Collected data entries
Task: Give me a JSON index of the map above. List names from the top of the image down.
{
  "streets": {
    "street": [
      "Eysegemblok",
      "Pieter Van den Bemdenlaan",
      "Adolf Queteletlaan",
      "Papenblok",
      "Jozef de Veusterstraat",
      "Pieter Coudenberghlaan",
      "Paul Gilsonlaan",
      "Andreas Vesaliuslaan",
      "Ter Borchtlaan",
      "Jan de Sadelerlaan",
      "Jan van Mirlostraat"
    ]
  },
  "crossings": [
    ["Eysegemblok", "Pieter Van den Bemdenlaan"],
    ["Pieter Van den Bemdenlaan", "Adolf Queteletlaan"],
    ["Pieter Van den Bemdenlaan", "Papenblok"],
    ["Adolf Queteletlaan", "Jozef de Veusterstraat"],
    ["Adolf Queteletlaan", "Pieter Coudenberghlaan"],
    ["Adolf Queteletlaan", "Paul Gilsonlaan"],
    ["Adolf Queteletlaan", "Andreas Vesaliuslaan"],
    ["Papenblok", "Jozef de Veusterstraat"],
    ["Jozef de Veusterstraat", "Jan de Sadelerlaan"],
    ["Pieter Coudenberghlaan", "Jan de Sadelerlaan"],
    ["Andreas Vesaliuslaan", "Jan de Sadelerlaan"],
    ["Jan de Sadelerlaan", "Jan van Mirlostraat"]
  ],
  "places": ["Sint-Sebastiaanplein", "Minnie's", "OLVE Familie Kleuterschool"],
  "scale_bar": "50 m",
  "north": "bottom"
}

• Work required:
When a line of the records includes "Sadelerlaan", that line belongs in the answer.

• Solution for this problem:
      "Jan de Sadelerlaan",
    ["Jozef de Veusterstraat", "Jan de Sadelerlaan"],
    ["Pieter Coudenberghlaan", "Jan de Sadelerlaan"],
    ["Andreas Vesaliuslaan", "Jan de Sadelerlaan"],
    ["Jan de Sadelerlaan", "Jan van Mirlostraat"]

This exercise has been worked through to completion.